Media coverage is vital to any brand’s prosperity, yet this point is especially important to the hospitality business here in the North Bay.
All things considered, the two travelers and local people alike depend on articles, blog posts, and online reviews when booking their hotels, winery tours, and café reservations.
The hospitality business in Wine Country is developing. With more hotels, eateries, bottling works, refineries, and wineries than at any other time, exposure matters if a business endeavors to emerge. Writers and journalists in hospitality are stretched dainty. With short deadlines, late-night writing sprees, and a variety of themes to cover in the North Bay, writers are hoping to highlight brands that make their activity a little bit easier.
Instead of calling a tasting room for data about the latest wine release or going into a restaurant to find out about an event, they prefer to simply visit a business’ website to discover more data about the subject matter.
In the event that you don’t have a media section yet, or simply need to revamp yours, here are some things you have to realize while creating a media section for your hospitality website:
1. Add a link to your press section on the homepage of your website, at the bottom.
There is a reason why this is the first bullet point. The most significant thing to remember is to make this page simple to discover for busy journalists.
2. Make sure to have a range of copy on this webpage.

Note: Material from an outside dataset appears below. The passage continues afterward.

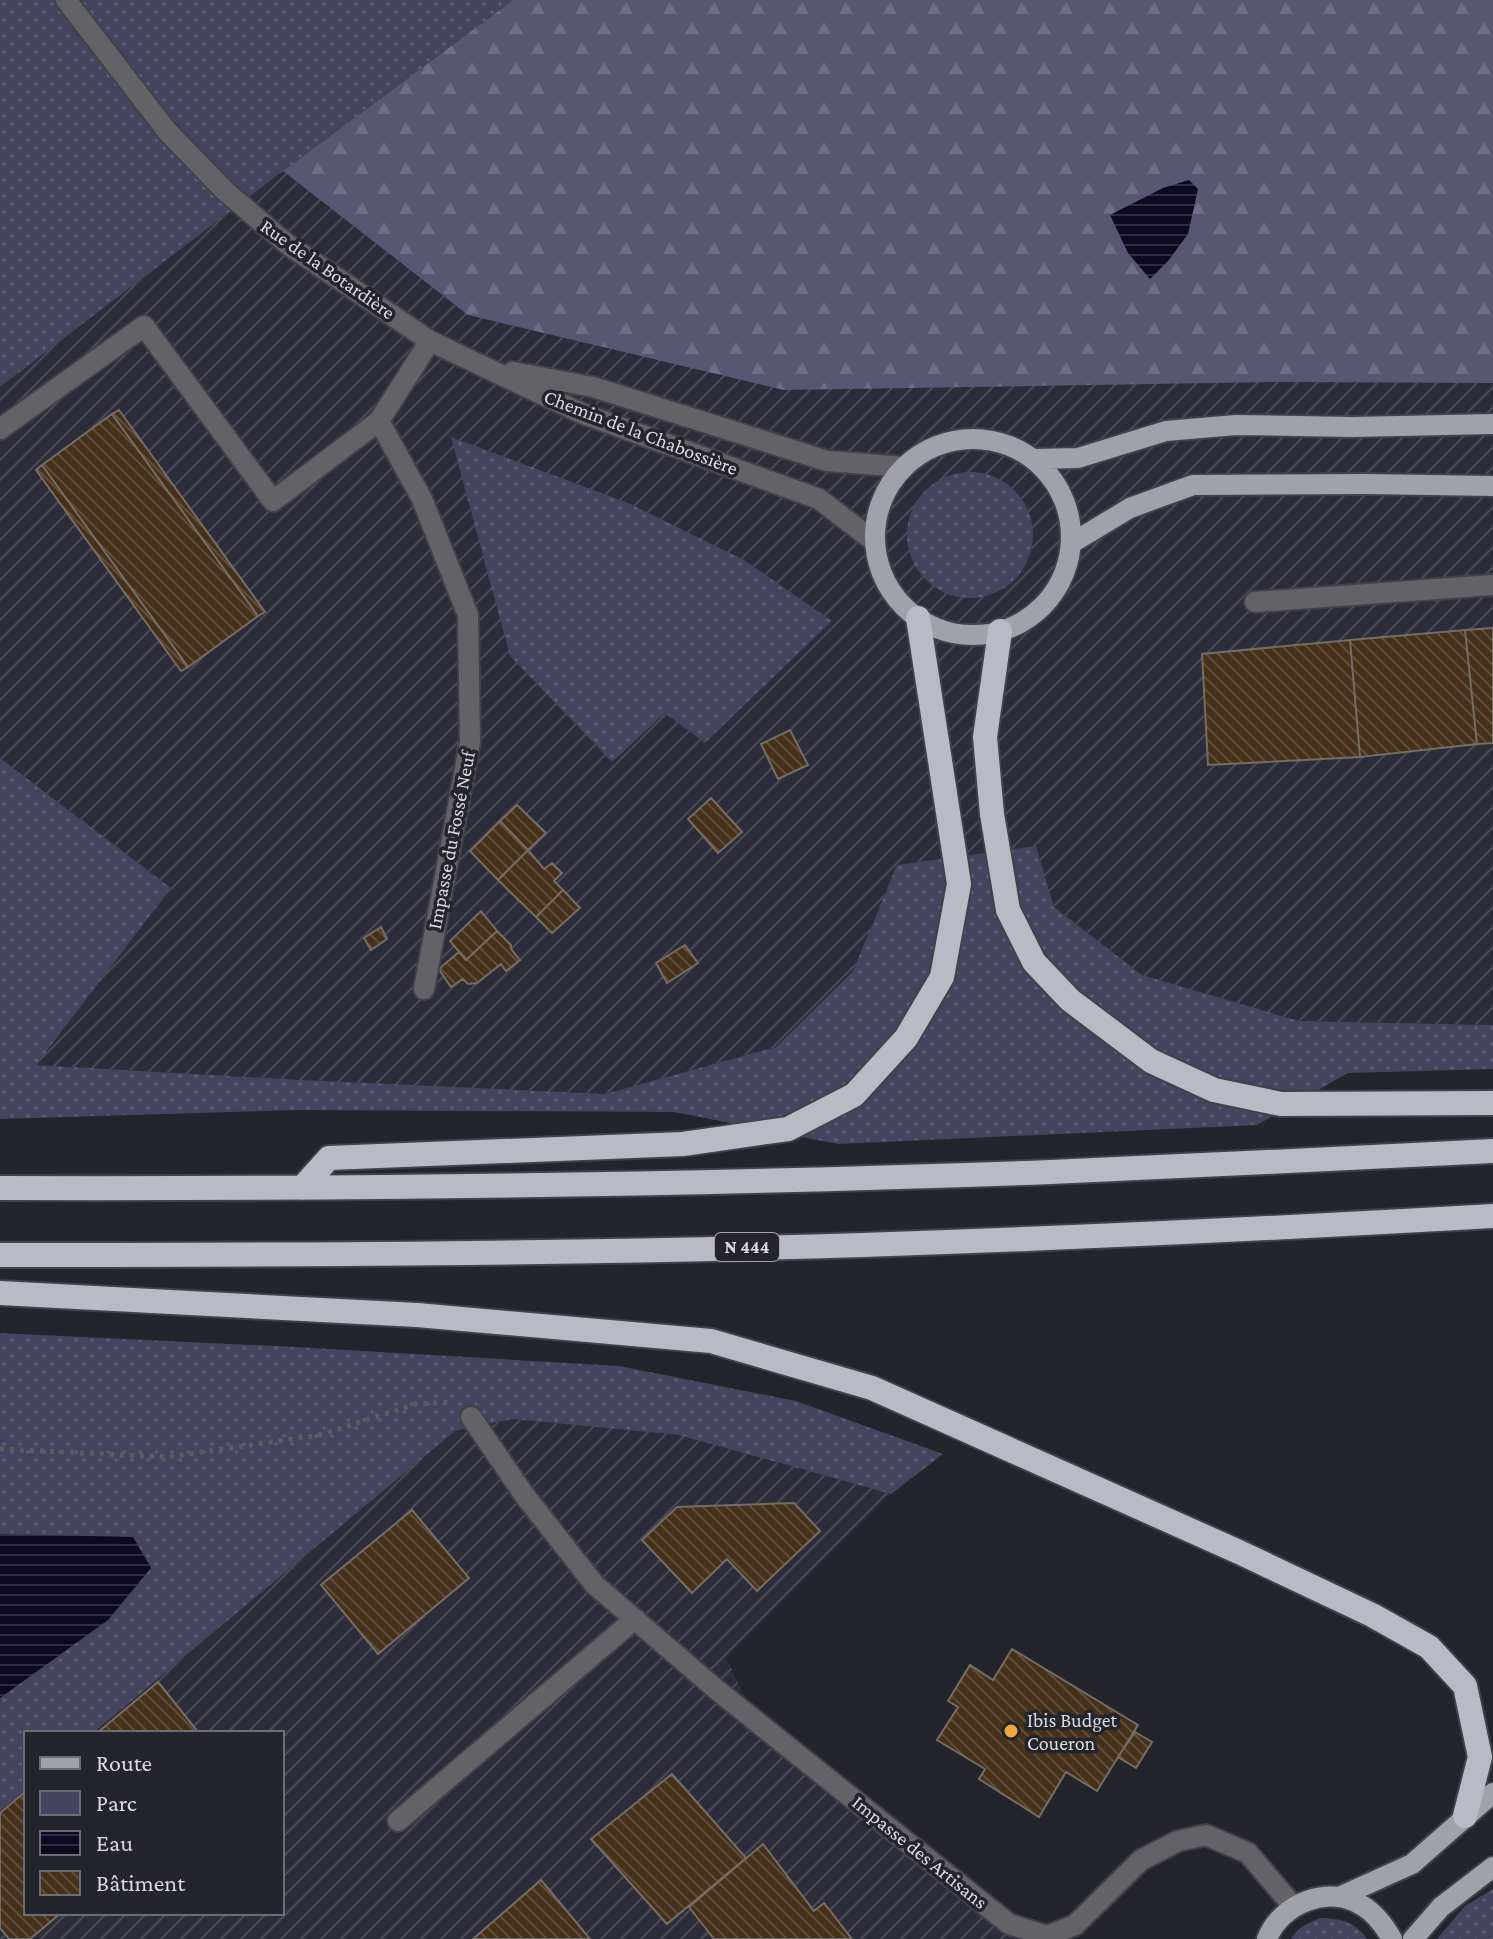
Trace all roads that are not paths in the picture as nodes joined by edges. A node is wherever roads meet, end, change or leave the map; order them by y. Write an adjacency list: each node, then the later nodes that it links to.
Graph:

Start off with a paragraph about your business, at that point the contact data for PR, awards or accolades, and reality sheets with background information on your products or services. Timber Cove Inn in Jenner, has a “Press and Accolades” page on the base of its website for anybody searching for more information.
3. Include imagery.
At the point when media members investigate your press page, this might be the primary concern bringing them to your website. Make a point to have later and high-resolution logos, labels, and an exhibition (both level and vertical pictures) with different evergreen and regular pictures of the items, the area, the proprietors, bottle shots of your smash hit wines, and so forth.
4. Please don’t make media/trade sign in to get access to all of the information.
I understand that a few brands need to ensure they know who’s getting this information, yet it’s a step that members of the media or trade won’t have any desire to deal with. Particularly, in the event that they are on a deadline..
5. Not as important as the others, but make this page mobile-friendly.
Salespeople might get data about your wines in a hurry, so you need to make it easy for them to view details from their phone.
6. Last and equally important to the first point: When a member of the media or trade emails you, please make sure to email them back.
Having a media/trade segment on your website isn’t only for bigger wineries, large café gatherings, salons with multiple locations, or corporate hotels. Also, it isn’t only for hospitality marks that work with PR agencies. Any hospitality business that is looking to get press or connect with members of their trade ought to have a finished media page on their website.
Trust me, journalists will thank you for having the majority of your information in one place. What’s more, they will remember how (in)accessible your image’s information is – it’s ideal to leave with a decent impression.